Create2 Library

Node.js API for Controlling Roomba 600 Series & Create 2

Install with npm install create2, then include with create = require('create2')

Check it out on YouTube!

Library Functions:

• create.ports(callback)

Lists all ports available on the computer. The only parameter to callback is an array of ports. If no ports were found, the array will be empty.

• create.prompt(callback)

Shows a dialogue listing available ports and asks the user to select one, before automatically calling create.open. While in the dialogue, the user can quit the application by typing quit or exit.

• create.open(port, callback=null)

Opens the port to a robot object. An optional callback will be called when the robot is ready to receive commands. The callback's parameter will be the new Robot object.

Optionally, the port argument can be Duplex node stream instead of a port, allowing you to use a custom library to communicate with the robot. If you need the Roomba's default serial settings, use the macro create.serial, which is initialized to {baudRate:115200, dataBits:8, parity:'none', stopBits:1, flowControl:0}

• create.debug and create.inputMode

These variables control the library's debugging mode. More info is available in the test.js example.

Robot Control Functions:

For all functions with parameters, setting any parameter to null will use it's previous or default value. The variables that store these previous values are also accessible, and are listed next to each function. Furthermore, calling a function without supplying any parameters will re-send the command.

Status Control:

• robot.reset() Hard-resets the robot, as if the battery had been removed and replaced.
• robot.start() Starts communication or sets the mode back to PASSIVE. This command is called for you automatically in create.open.
• robot.stop() Stops communication with the robot. You'll have to send a start again to resume communication.
• robot.safe() Sets the mode to SAFE. You have complete control of the robot unless a safety sensor is triggered.
• robot.full() Sets the mode to FULL. You have complete control of the robot even if safety sensors are triggered.
• robot.power() This command powers down the Roomba, however it does not close the serial connection.
• robot.close() Close the serial connection to the robot. It is recommended to put the robot back in PASSIVE mode first.

Note: SAFE mode is identical to FULL mode, with the exception that if a safety sensor (such as a cliff sensor) is triggered, the robot reverts back to PASSIVE mode.

Passive Mode:

• robot.clean() Initiates a cleaning cycle, as if the clean button was pressed.
• robot.max() Initiates a max cleaning cycle, cleaning forever until the battery dies.
• robot.spot() Initiates a spot cleaning cycle, as if the spot button was pressed.
• robot.autoDock() Initiates automatic charger docking, as if the dock button was pressed.

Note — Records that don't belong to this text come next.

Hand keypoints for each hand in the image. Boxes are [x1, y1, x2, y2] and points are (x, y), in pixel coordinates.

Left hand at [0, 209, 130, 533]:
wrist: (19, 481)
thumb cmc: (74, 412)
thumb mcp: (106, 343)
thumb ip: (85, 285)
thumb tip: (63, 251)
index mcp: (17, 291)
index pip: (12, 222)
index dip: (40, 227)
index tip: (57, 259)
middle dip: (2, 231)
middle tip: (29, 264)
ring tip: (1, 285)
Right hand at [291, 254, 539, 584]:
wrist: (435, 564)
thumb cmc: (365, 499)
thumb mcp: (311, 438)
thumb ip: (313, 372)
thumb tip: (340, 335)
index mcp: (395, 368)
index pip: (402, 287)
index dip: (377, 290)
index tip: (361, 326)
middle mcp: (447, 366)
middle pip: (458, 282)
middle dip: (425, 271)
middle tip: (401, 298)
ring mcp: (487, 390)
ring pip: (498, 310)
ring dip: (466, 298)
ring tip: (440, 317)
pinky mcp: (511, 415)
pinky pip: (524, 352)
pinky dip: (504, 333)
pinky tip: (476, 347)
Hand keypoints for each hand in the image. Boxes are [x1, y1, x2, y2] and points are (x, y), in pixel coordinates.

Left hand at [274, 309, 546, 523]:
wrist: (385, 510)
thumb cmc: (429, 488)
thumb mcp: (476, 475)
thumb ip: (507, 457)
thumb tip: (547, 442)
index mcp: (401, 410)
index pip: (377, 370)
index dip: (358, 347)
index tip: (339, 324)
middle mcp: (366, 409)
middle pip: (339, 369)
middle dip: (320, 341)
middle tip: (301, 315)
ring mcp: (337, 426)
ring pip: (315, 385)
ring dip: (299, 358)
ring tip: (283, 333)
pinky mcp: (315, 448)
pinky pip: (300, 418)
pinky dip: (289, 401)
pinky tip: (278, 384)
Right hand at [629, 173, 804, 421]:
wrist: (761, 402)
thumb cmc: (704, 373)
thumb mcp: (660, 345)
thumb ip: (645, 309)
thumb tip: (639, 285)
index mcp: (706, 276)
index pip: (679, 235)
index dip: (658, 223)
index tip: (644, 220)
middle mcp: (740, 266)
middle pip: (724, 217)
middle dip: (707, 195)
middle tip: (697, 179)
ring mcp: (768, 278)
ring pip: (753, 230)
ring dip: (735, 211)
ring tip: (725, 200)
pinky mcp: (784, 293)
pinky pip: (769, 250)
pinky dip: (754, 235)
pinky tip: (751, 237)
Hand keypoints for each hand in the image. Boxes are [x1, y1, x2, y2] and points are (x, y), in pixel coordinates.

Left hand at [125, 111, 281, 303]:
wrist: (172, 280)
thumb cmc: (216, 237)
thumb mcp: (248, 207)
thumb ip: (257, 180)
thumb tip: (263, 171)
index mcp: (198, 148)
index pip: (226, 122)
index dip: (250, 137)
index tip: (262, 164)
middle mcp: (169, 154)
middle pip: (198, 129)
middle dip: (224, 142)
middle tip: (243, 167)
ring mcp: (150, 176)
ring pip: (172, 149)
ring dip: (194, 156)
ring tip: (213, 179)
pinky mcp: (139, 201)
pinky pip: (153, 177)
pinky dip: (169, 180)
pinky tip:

Note: If any of these functions are called while the robot is not in PASSIVE mode, they will set the robot to PASSIVE mode automatically. Furthermore, they can be canceled by taking the robot out of PASSIVE mode.

Motor Control:

• robot.drive(velocity, radius) - Value Storage: robot.motorVel, robot.motorRad

Drives at velocity (-500 to 500, mm/s) with the given radius (-2000 to 2000, mm), measured from the center of the turning circle to the center of the robot. This means that a smaller radius will make Roomba turn more. -1 will make Roomba turn-in-place to the left, while 1 will make Roomba turn-in-place to the right. A value of 32767 or 32768 will make Roomba drive straight.

• robot.driveSpeed(left, right) - Value Storage: robot.motorLs, robot.motorRs

Drives each motor at requested velocity (-500 to 500, mm/s).

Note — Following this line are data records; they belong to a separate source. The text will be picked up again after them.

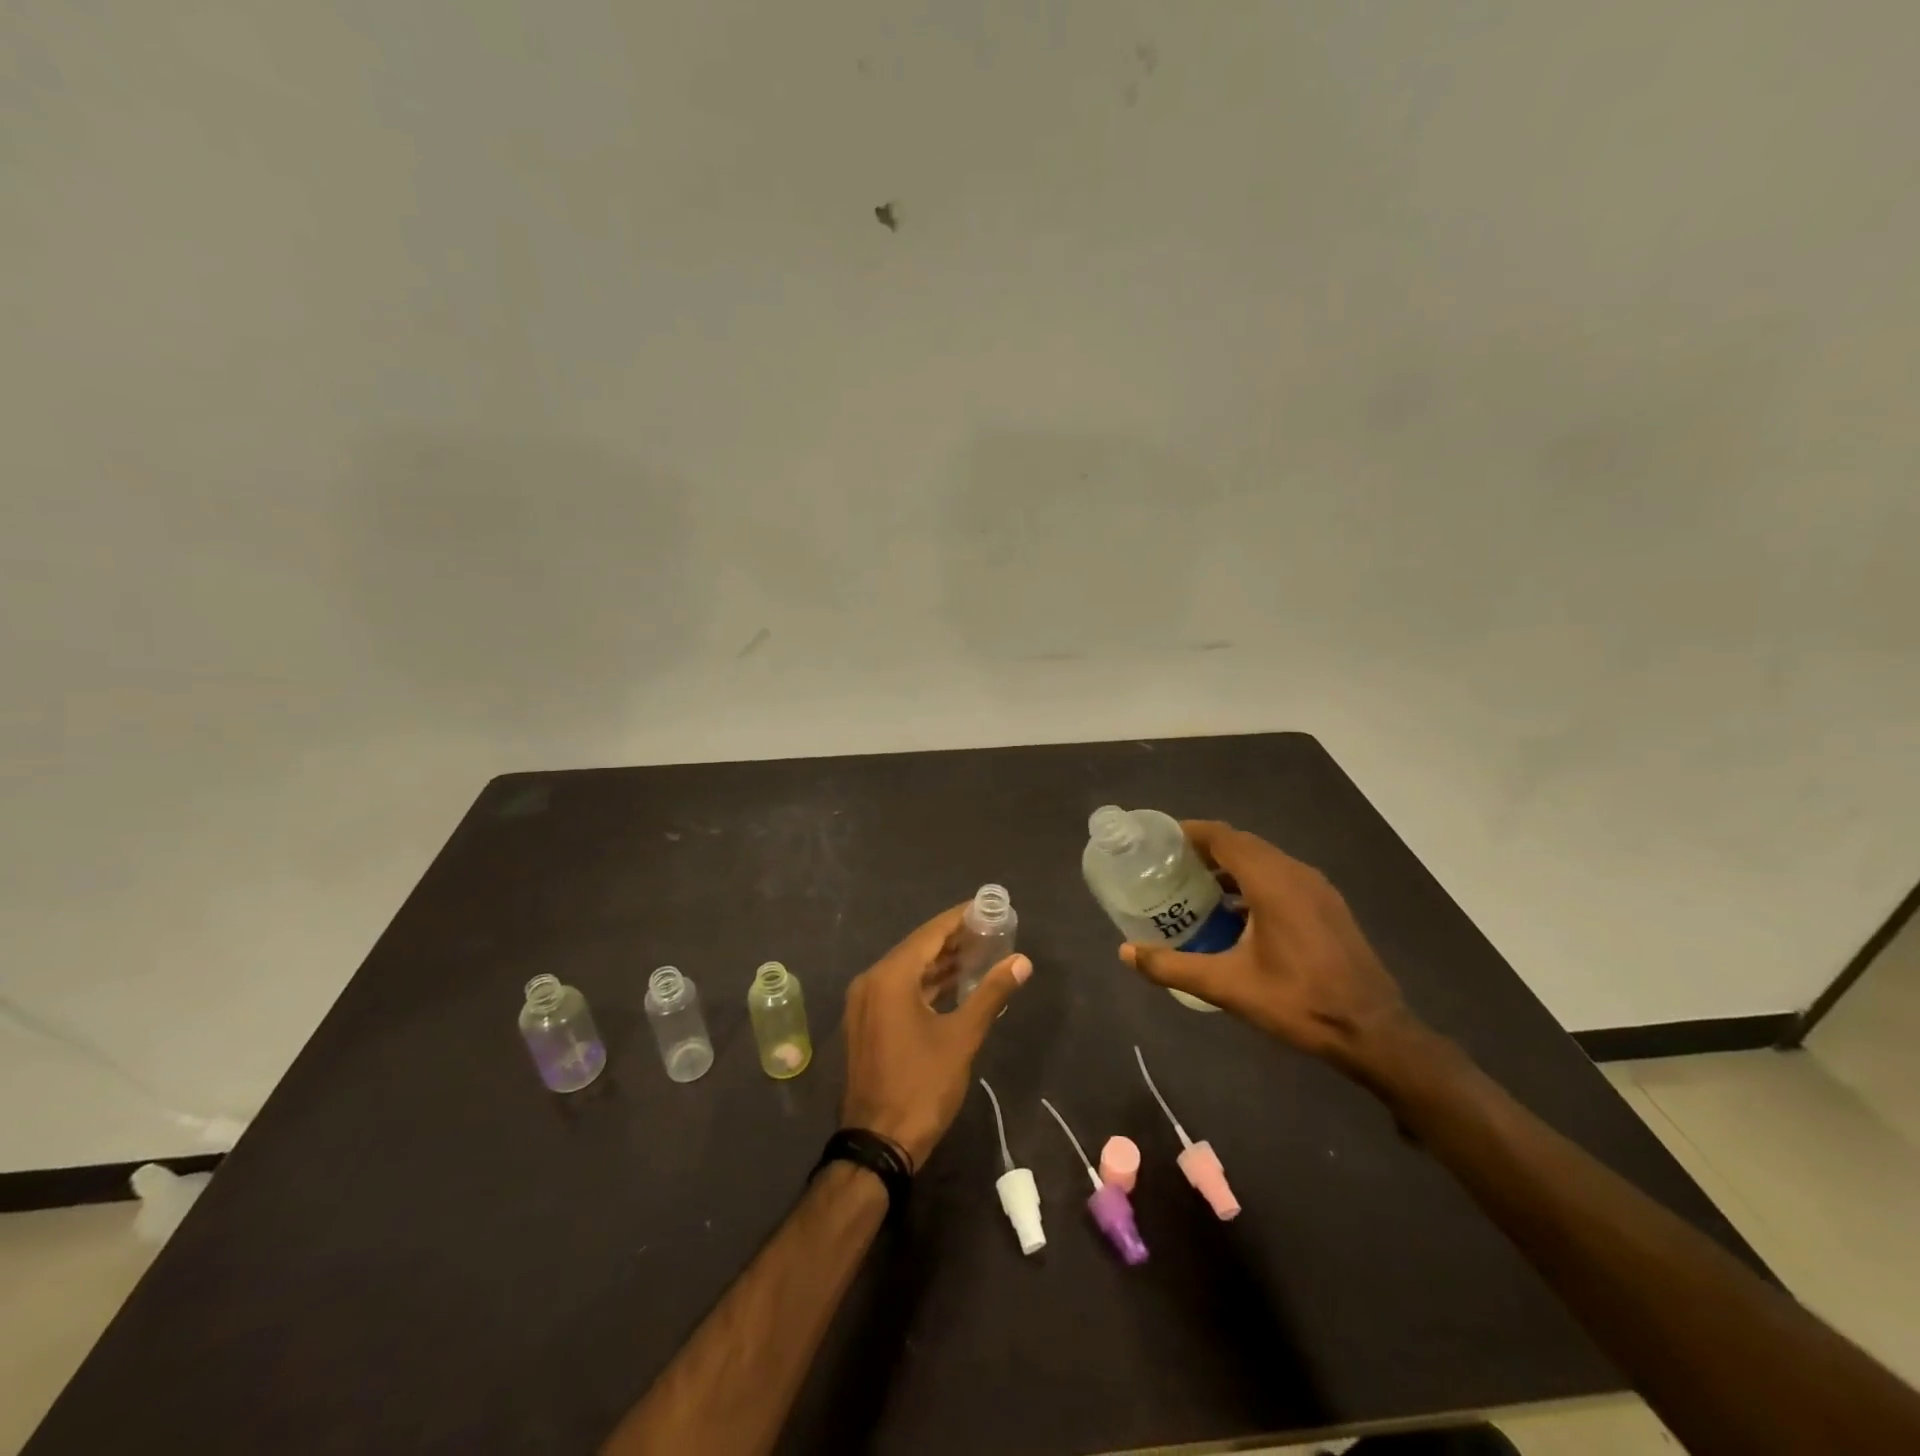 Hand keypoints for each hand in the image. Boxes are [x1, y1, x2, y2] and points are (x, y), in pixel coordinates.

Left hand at [841, 903, 1031, 1168]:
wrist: (878, 1144)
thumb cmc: (921, 1086)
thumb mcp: (962, 1037)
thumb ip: (991, 993)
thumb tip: (1021, 960)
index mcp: (890, 977)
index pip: (930, 933)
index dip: (959, 918)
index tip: (986, 907)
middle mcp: (871, 981)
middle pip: (917, 948)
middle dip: (953, 939)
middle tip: (990, 930)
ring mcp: (865, 1003)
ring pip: (908, 970)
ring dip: (941, 962)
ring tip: (980, 953)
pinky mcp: (867, 1023)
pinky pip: (899, 990)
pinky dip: (926, 984)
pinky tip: (954, 984)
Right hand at [1120, 821, 1413, 1073]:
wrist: (1374, 1033)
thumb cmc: (1297, 1002)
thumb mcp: (1227, 987)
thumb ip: (1172, 966)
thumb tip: (1125, 952)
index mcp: (1271, 881)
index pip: (1223, 836)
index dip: (1189, 832)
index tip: (1160, 841)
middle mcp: (1296, 873)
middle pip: (1243, 844)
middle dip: (1205, 849)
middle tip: (1170, 866)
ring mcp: (1317, 888)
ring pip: (1265, 860)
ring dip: (1230, 865)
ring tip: (1197, 888)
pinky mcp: (1328, 906)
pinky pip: (1282, 877)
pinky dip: (1253, 881)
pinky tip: (1236, 914)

• robot.drivePower(left, right) - Value Storage: robot.motorL, robot.motorR

Drives motors at requested power level (-255 to 255, PWM). This command drives the motors at a constant power instead of a constant speed. This means that the exact speed you're traveling could vary slightly depending on battery level and robot payload. If exact speed is not important, it's better to use this command.

• robot.setMotor(motor, power) - Value Storage: robot.motorBrush, robot.motorSide, robot.motorBin

Sets the power (-255 to 255, PWM) of the desired motor.

Here are the available motors on the Create 2:

IDs	Motor Description
'brush'	Main Brush
'side'	Side Brush
'bin'	Dust Bin Vacuum (can't be reversed)

Lights & Sounds:

• robot.setLeds(spot, dock, error, dirt, cleanColor, cleanIntensity) - Value Storage: robot.spotLed, robot.dockLed, robot.errorLed, robot.spotLed, robot.dockLed, robot.dirtLed, robot.cleanClr, robot.cleanInt

Controls the Roomba's various face LEDs. On the Create 2, the error led is a red exclamation point (!), the dirt led is a blue dot, and the button LEDs (spot and dock) are green. The clean button has a bicolor (red/green) LED, which is controlled with cleanColor (0 to 255, Green to Red) and cleanIntensity (0 to 255, Brightness). All other LEDs can only be turned on and off (true or false).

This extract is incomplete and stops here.